## ABOUT THIS TASK:
Go through the data below and return each line containing the word "main".

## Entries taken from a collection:

____

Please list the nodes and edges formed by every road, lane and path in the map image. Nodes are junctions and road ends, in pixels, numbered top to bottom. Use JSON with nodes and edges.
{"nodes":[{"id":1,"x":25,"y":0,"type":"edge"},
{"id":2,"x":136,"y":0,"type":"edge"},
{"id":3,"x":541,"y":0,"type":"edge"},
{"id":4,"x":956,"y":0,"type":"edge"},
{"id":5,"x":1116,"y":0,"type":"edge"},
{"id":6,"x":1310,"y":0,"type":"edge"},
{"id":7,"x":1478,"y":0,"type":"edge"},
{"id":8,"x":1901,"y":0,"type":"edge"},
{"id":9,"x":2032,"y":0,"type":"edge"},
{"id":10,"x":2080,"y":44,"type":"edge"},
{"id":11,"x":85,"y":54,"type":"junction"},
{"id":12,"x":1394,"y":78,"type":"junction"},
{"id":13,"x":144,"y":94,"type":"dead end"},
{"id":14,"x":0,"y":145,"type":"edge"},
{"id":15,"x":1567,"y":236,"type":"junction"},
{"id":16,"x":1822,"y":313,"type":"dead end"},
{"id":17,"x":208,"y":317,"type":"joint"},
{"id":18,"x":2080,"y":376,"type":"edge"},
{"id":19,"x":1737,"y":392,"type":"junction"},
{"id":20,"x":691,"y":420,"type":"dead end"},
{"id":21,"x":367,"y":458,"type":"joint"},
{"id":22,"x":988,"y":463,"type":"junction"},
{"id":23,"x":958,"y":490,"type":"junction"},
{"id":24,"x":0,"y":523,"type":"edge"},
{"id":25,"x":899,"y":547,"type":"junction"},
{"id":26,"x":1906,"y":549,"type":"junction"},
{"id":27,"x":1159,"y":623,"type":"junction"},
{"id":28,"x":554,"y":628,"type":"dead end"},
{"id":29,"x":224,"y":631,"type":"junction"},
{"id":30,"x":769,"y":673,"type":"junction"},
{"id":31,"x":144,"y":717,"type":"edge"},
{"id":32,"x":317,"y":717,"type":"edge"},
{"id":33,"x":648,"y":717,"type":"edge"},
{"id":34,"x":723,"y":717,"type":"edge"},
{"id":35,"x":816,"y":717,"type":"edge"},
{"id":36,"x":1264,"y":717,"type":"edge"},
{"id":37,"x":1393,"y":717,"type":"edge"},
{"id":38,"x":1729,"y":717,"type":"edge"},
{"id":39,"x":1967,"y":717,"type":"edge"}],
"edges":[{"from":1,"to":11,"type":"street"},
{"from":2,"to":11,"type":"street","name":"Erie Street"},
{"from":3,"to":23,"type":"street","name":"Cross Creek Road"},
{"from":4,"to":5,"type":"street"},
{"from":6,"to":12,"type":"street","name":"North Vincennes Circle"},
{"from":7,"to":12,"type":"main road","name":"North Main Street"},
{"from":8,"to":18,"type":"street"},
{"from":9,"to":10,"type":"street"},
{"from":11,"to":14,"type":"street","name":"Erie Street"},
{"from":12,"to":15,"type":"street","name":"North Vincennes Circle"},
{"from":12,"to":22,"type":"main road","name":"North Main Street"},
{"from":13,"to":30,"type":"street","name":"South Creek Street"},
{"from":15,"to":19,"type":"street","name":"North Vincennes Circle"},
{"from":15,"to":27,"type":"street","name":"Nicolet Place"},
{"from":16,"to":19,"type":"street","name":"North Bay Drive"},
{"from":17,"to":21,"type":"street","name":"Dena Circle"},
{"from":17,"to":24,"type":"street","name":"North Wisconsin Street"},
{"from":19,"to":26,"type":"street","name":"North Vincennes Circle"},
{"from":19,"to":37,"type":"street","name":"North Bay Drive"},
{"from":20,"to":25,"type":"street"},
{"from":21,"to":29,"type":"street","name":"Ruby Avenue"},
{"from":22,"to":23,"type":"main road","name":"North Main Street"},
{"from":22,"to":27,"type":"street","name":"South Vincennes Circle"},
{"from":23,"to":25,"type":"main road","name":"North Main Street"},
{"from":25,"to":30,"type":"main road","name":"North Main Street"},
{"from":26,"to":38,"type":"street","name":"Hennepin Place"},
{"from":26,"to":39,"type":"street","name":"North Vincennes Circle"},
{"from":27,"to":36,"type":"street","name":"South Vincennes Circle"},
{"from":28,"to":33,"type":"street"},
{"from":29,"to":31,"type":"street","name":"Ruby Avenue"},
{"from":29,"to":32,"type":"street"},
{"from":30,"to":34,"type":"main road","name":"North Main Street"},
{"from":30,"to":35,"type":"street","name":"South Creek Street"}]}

____

## RESPONSE TO THE EXERCISE:
{"from":7,"to":12,"type":"main road","name":"North Main Street"},
{"from":12,"to":22,"type":"main road","name":"North Main Street"},
{"from":22,"to":23,"type":"main road","name":"North Main Street"},
{"from":23,"to":25,"type":"main road","name":"North Main Street"},
{"from":25,"to":30,"type":"main road","name":"North Main Street"},
{"from":30,"to":34,"type":"main road","name":"North Main Street"},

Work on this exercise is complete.